Geraint Anderson naît dans le quartier huppé de Notting Hill, à Londres, en 1972. Il est le troisième enfant de Donald Anderson, un politicien du Labour party. Le jeune Anderson suit sa scolarité à Notting Hill. Il prend ensuite une année sabbatique et part pour l' Asie. Il vivra cette période en « hippy » et se met à fumer du cannabis. Il reprend ensuite ses études dans des établissements prestigieux comme l'université de Cambridge et se lance peu après dans le monde de la finance pour devenir un analyste financier très en vue.
Sexe, drogue et gros pactole
En 2006, Anderson entreprend l'écriture de City Boy qui paraît dans les colonnes du Londonpaper sous forme de chronique anonyme. Deux ans plus tard, sa véritable identité est découverte. Il fait publirer son livre - City Boy : Beer And Loathing In The Square Mile - la semaine suivante. Le roman raconte l'histoire de l'analyste Steve Jones, un homme sans scrupules qui entretient le moral de ses troupes à grand renfort de poudre blanche. Anderson dévoile ouvertement les frasques de ses collègues de la City, et de pots de vin en paradis fiscaux, l'image dorée du milieu est sérieusement écornée. Le livre, porté par les médias, est un énorme succès et se hisse rapidement en troisième position des meilleures ventes.

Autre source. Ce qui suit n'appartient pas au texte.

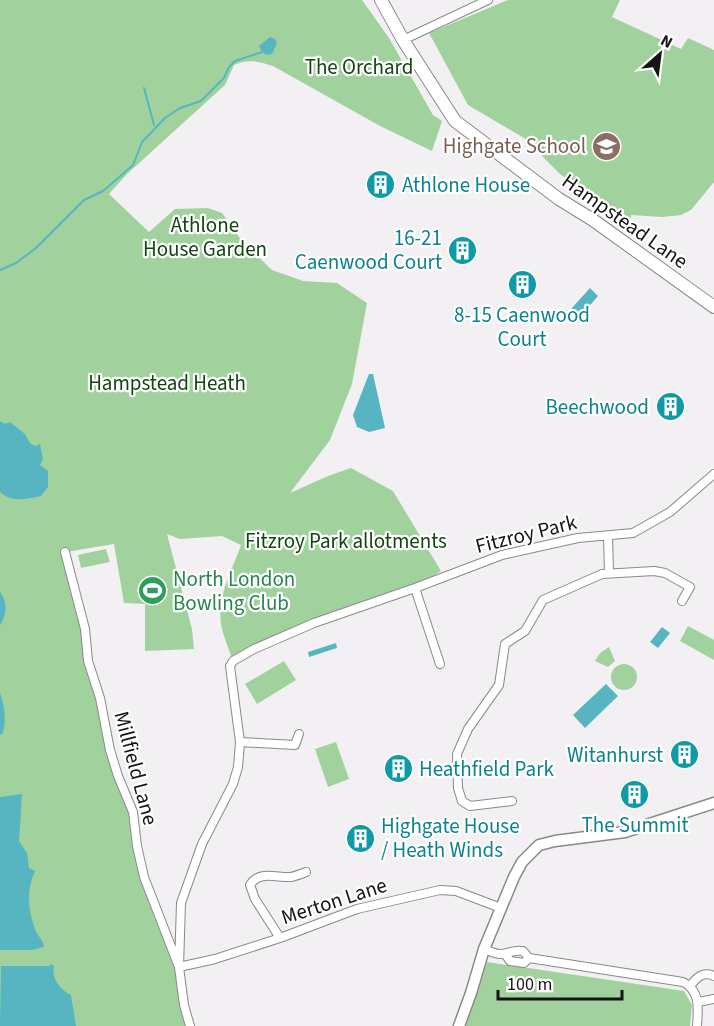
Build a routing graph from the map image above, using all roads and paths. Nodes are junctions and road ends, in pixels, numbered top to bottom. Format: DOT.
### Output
graph roads {
  1 [pos="381,0"];
  2 [pos="488,0"];
  3 [pos="402,40"];
  4 [pos="714,307"];
  5 [pos="714,474"];
  6 [pos="608,536"];
  7 [pos="65,552"];
  8 [pos="609,573"];
  9 [pos="415,588"];
  10 [pos="682,601"];
  11 [pos="440,664"];
  12 [pos="299,734"];
  13 [pos="240,741"];
  14 [pos="512,801"];
  15 [pos="714,802"];
  16 [pos="306,872"];
  17 [pos="501,908"];
  18 [pos="280,938"];
  19 [pos="484,949"];
  20 [pos="179,968"];
  21 [pos="714,976"];
  22 [pos="690,986"];
  23 [pos="714,999"];
  24 [pos="698,1002"];
  25 [pos="190,1026"];
  26 [pos="459,1026"];
  27 [pos="697,1026"];
  1 -- 3 [label="main road, Hampstead Lane"];
  2 -- 3 [label="street"];
  3 -- 4 [label="main road, Hampstead Lane"];
  5 -- 6 [label="street, Fitzroy Park"];
  6 -- 8 [label="street"];
  6 -- 9 [label="street, Fitzroy Park"];
  7 -- 20 [label="street, Millfield Lane"];
  8 -- 10 [label="street"];
  8 -- 14 [label="street"];
  9 -- 11 [label="street"];
  9 -- 13 [label="street, Fitzroy Park"];
  12 -- 13 [label="street"];
  13 -- 20 [label="street, Fitzroy Park"];
  15 -- 17 [label="street"];
  16 -- 18 [label="street"];
  17 -- 18 [label="street, Merton Lane"];
  17 -- 19 [label="street"];
  18 -- 20 [label="street, Merton Lane"];
  19 -- 22 [label="street"];
  19 -- 26 [label="street"];
  20 -- 25 [label="street, Millfield Lane"];
  21 -- 22 [label="street"];
  22 -- 24 [label="street"];
  23 -- 24 [label="street"];
  24 -- 27 [label="street"];
}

En 2005, tirant officiellement un trait sur son passé et ses excès, Anderson annonce qu'il a décidé de se repentir et se retire définitivement du métier. Fortuné (sa dernière prime s'élève tout de même à 500 000 livres), il entreprend de récolter des dons pour la reconstruction d'une école au Kenya. Il rédige également un ouvrage sur la crise financière : Cityboy: 50 Ways to Survive the Crunch. Certains voient dans ce revirement soudain une volonté de redorer son image et de s'acheter une conscience. Mais Anderson, imperturbable, se reconstruit en redresseur de tort.